Cod-Flakes
1 kg cod, desalted
1 l milk
2 tbsp. thyme
Potato slices
2 big potatoes, washed
Mallorcan olive oil
Pepper
Sauce Rouille
200 g waxy potatoes, cooked and peeled
Salt
250 g roasted red peppers in jar
250 ml Mallorcan olive oil
1 pinch of saffron
1 dried chili pepper
Nutmeg
Pepper
Marinated herbs of the season
150 g wild herbs of the season (chickweed, goatweed, bronze fennel)
1 lime
Mallorcan olive oil
Instructions
Cut the soaked cod in three parts, bring the milk with thyme to the boil and add the cod to the milk. Then reduce the heat and cook slowly over low heat. When the fish is done, it can easily be peeled of (in flakes) from the bones. Skin of the fish should be removed.
Sauce Rouille
In a mortar, mash the potatoes together with the roasted red peppers, chili pepper, saffron, salt, pepper and some nutmeg. Then, add bit by bit the Mallorcan olive oil until obtaining a consistent mash.
Potato slices
Cut the potatoes lengthwise in slices of 1 cm. Put the potato slices onto a baking tray, pepper and spread with Mallorcan olive oil.

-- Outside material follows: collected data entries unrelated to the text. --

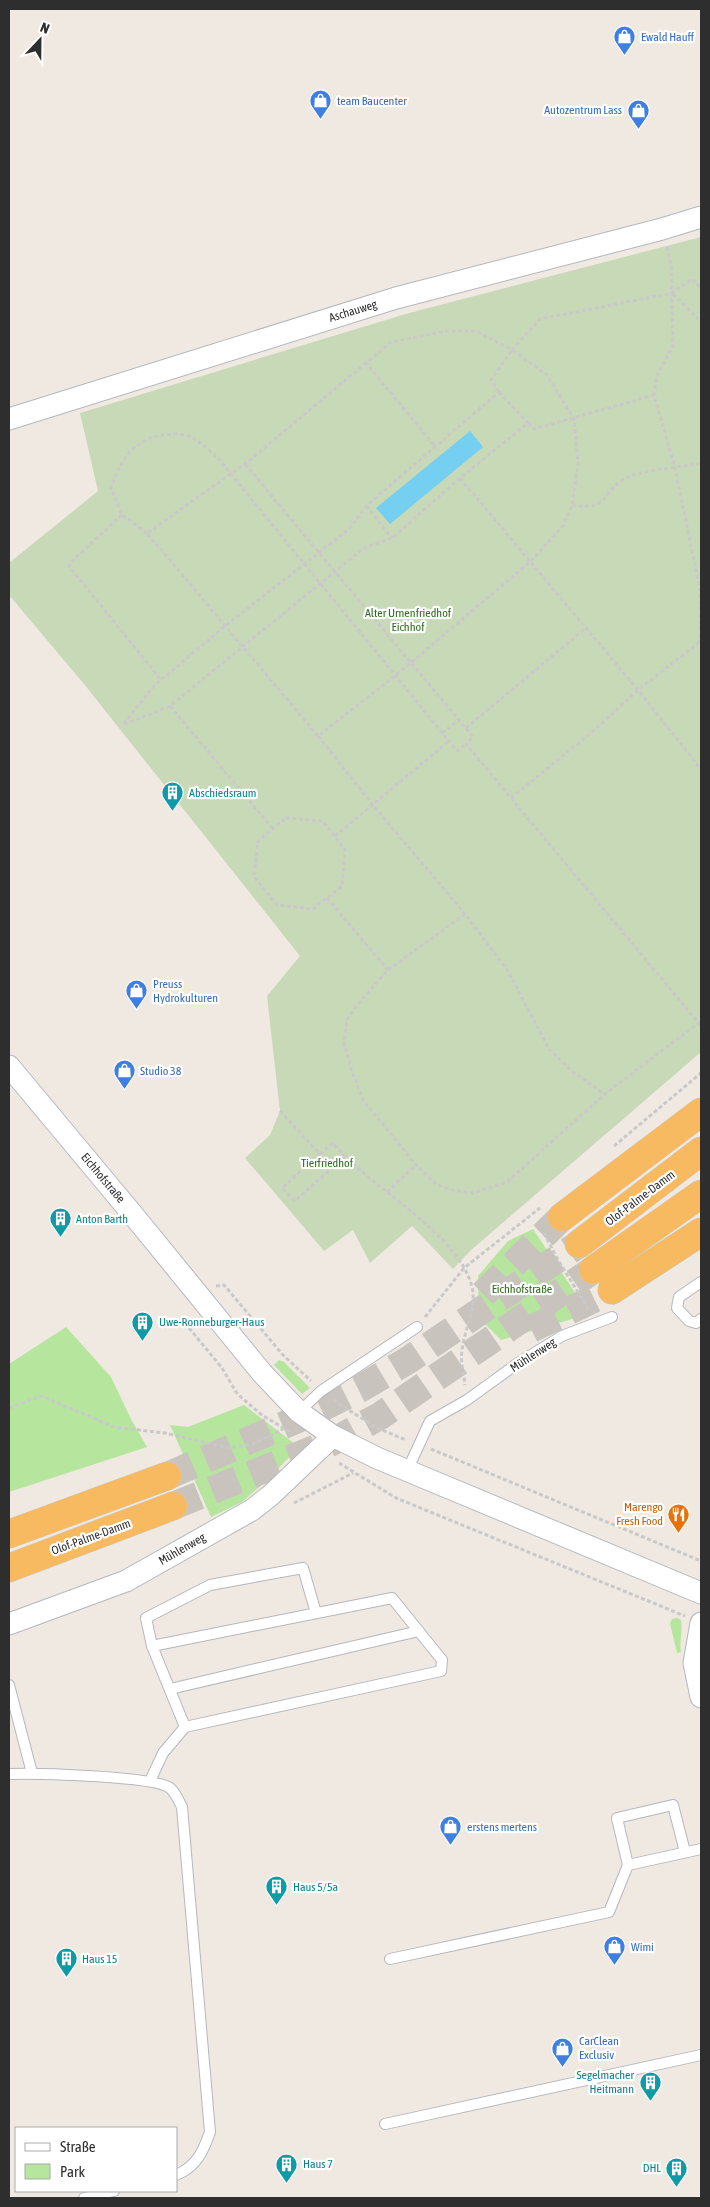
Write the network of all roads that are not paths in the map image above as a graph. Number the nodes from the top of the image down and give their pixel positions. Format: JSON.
{"nodes":[{"id":1,"x":701,"y":217,"type":"edge"},
{"id":2,"x":9,"y":419,"type":"edge"},
{"id":3,"x":9,"y":1066,"type":"edge"},
{"id":4,"x":701,"y":1112,"type":"edge"},
{"id":5,"x":701,"y":1151,"type":"edge"},
{"id":6,"x":701,"y":1194,"type":"edge"},
{"id":7,"x":547,"y":1222,"type":"tunnel mouth"},
{"id":8,"x":701,"y":1232,"type":"edge"},
{"id":9,"x":579,"y":1244,"type":"tunnel mouth"},
{"id":10,"x":593,"y":1270,"type":"tunnel mouth"},
{"id":11,"x":701,"y":1282,"type":"edge"},
{"id":12,"x":612,"y":1290,"type":"tunnel mouth"},
{"id":13,"x":612,"y":1317,"type":"dead end"},
{"id":14,"x":701,"y":1319,"type":"edge"},
{"id":15,"x":417,"y":1327,"type":"dead end"},
{"id":16,"x":299,"y":1412,"type":"junction"},
{"id":17,"x":319,"y":1441,"type":"junction"},
{"id":18,"x":407,"y":1471,"type":"junction"},
{"id":19,"x":167,"y":1476,"type":"tunnel mouth"},
{"id":20,"x":173,"y":1506,"type":"tunnel mouth"},
{"id":21,"x":9,"y":1534,"type":"edge"},
{"id":22,"x":9,"y":1568,"type":"edge"},
{"id":23,"x":701,"y":1593,"type":"edge"},
{"id":24,"x":316,"y":1613,"type":"junction"},
{"id":25,"x":695,"y":1620,"type":"edge"},
{"id":26,"x":9,"y":1624,"type":"edge"},
{"id":27,"x":419,"y":1631,"type":"junction"},
{"id":28,"x":152,"y":1646,"type":"junction"},
{"id":29,"x":9,"y":1685,"type":"edge"},
{"id":30,"x":170,"y":1689,"type":"junction"},
{"id":31,"x":701,"y":1697,"type":"edge"},
{"id":32,"x":185,"y":1726,"type":"junction"},
{"id":33,"x":32,"y":1773,"type":"junction"},
{"id":34,"x":9,"y":1774,"type":"edge"},
{"id":35,"x":150,"y":1781,"type":"junction"},
{"id":36,"x":701,"y":1848,"type":"edge"},
{"id":37,"x":685,"y":1852,"type":"junction"},
{"id":38,"x":628,"y":1865,"type":"junction"},
{"id":39,"x":390,"y":1959,"type":"dead end"},
{"id":40,"x":701,"y":2055,"type":"edge"},
{"id":41,"x":386,"y":2124,"type":"dead end"},
{"id":42,"x":178,"y":2174,"type":"edge"},
{"id":43,"x":110,"y":2192,"type":"edge"},
{"id":44,"x":84,"y":2198,"type":"edge"}],
"edges":[{"from":1,"to":2,"type":"street","name":"Aschauweg"},
{"from":3,"to":16,"type":"street","name":"Eichhofstraße"},
{"from":4,"to":7,"type":"highway"},
{"from":5,"to":9,"type":"highway","name":"Olof-Palme-Damm"},
{"from":6,"to":10,"type":"highway"},
{"from":8,"to":12,"type":"highway"},
{"from":11,"to":14,"type":"lane"},
{"from":13,"to":18,"type":"lane","name":"Mühlenweg"},
{"from":15,"to":16,"type":"lane"},
{"from":16,"to":17,"type":"street","name":"Eichhofstraße"},
{"from":17,"to":18,"type":"street","name":"Eichhofstraße"},
{"from":17,"to":26,"type":"street","name":"Mühlenweg"},
{"from":18,"to":23,"type":"street","name":"Eichhofstraße"},
{"from":19,"to":21,"type":"highway"},
{"from":20,"to":22,"type":"highway","name":"Olof-Palme-Damm"},
{"from":24,"to":27,"type":"lane"},
{"from":24,"to":28,"type":"lane"},
{"from":24,"to":28,"type":"lane"},
{"from":25,"to":31,"type":"street"},
{"from":27,"to":30,"type":"lane"},
{"from":27,"to":32,"type":"lane"},
{"from":28,"to":30,"type":"lane"},
{"from":29,"to":33,"type":"lane"},
{"from":30,"to":32,"type":"lane"},
{"from":32,"to":35,"type":"lane"},
{"from":33,"to":34,"type":"lane"},
{"from":33,"to":35,"type":"lane"},
{"from":35,"to":42,"type":"lane"},
{"from":36,"to":37,"type":"lane"},
{"from":37,"to":38,"type":"lane"},
{"from":37,"to":38,"type":"lane"},
{"from":38,"to":39,"type":"lane"},
{"from":40,"to":41,"type":"lane"},
{"from":43,"to":44,"type":"lane"}]}
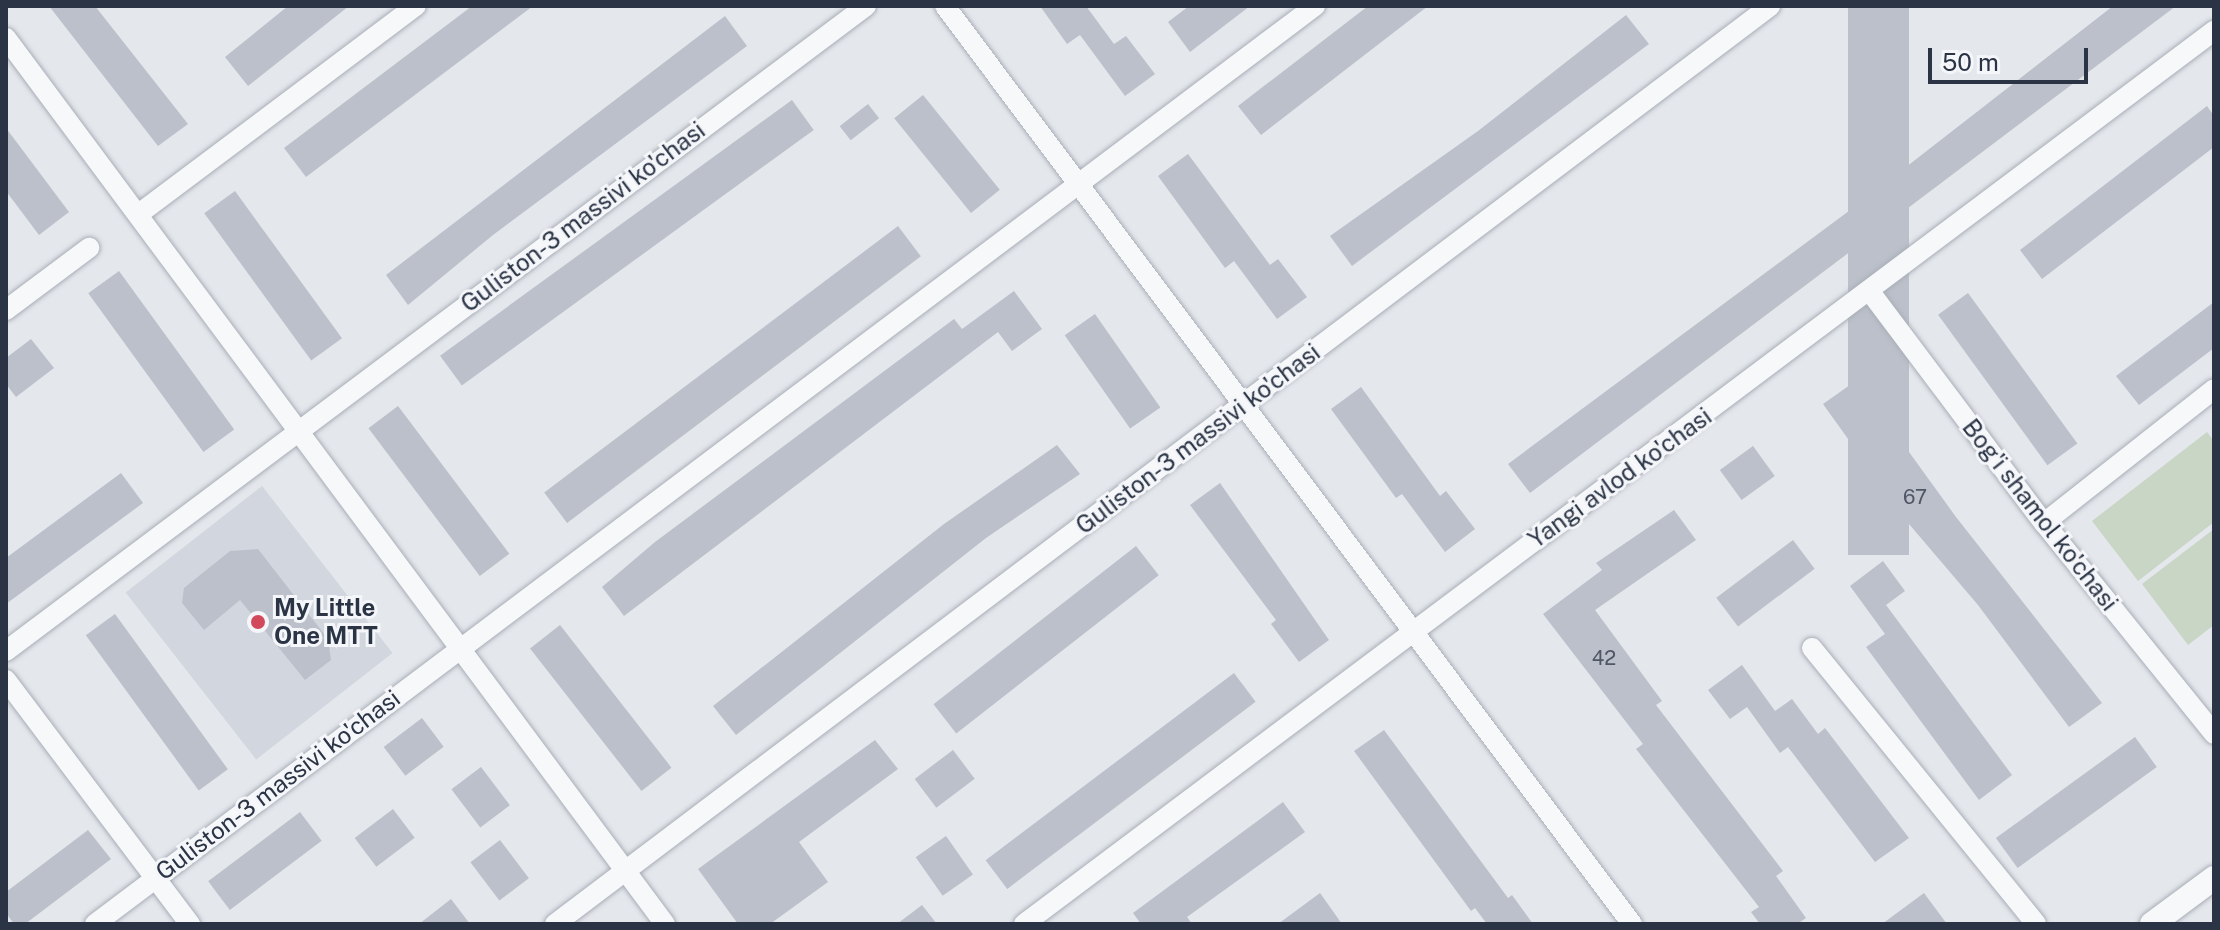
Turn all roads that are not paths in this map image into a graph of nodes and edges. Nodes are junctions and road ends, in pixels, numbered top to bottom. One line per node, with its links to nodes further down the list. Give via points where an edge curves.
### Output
1 (416, 6): 9 (street)
2 (866, 6): 15 (street, Guliston-3 massivi ko'chasi)
3 (945, 6): 8 (street)
4 (1315, 6): 8 (street, Guliston-3 massivi ko'chasi)
5 (1770, 6): 14 (street, Guliston-3 massivi ko'chasi)
6 (2214, 31): 11 (street, Yangi avlod ko'chasi)
7 (6, 38): 9 (street)
8 (1079, 184): 14 (street); 18 (street, Guliston-3 massivi ko'chasi)
9 (140, 213): 15 (street)
10 (89, 248): 12 (street)
11 (1871, 293): 16 (street, Bog'i shamol ko'chasi); 17 (street, Yangi avlod ko'chasi)
12 (6, 310)
13 (2214, 389): 16 (street)
14 (1243, 405): 17 (street); 23 (street, Guliston-3 massivi ko'chasi)
15 (299, 429): 18 (street); 20 (street, Guliston-3 massivi ko'chasi)
16 (2044, 523): 22 (street, Bog'i shamol ko'chasi)
17 (1412, 632): 30 (street, Yangi avlod ko'chasi); 31 (street)
18 (460, 646): 23 (street); 24 (street, Guliston-3 massivi ko'chasi)
19 (1812, 648): 32 (street)
20 (6, 651)
21 (6, 680): 24 (street)
22 (2214, 734)
23 (626, 871): 28 (street, Guliston-3 massivi ko'chasi); 29 (street)
24 (156, 878): 26 (street, Guliston-3 massivi ko'chasi); 27 (street)
25 (2214, 878): 33 (street)
26 (95, 924)
27 (190, 924)
28 (555, 924)
29 (665, 924)
30 (1024, 924)
31 (1632, 924)
32 (2036, 924)
33 (2152, 924)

Preheat the oven to 180°C and bake the potato slices until golden brown.
Wash and chop the herbs, mix with the lime juice and the Mallorcan olive oil and let marinate in a bowl.
Presentation
Place the potato slices onto a plate, add some of the cod flakes, put sauce Rouille upon the fish and decorate with marinated herbs.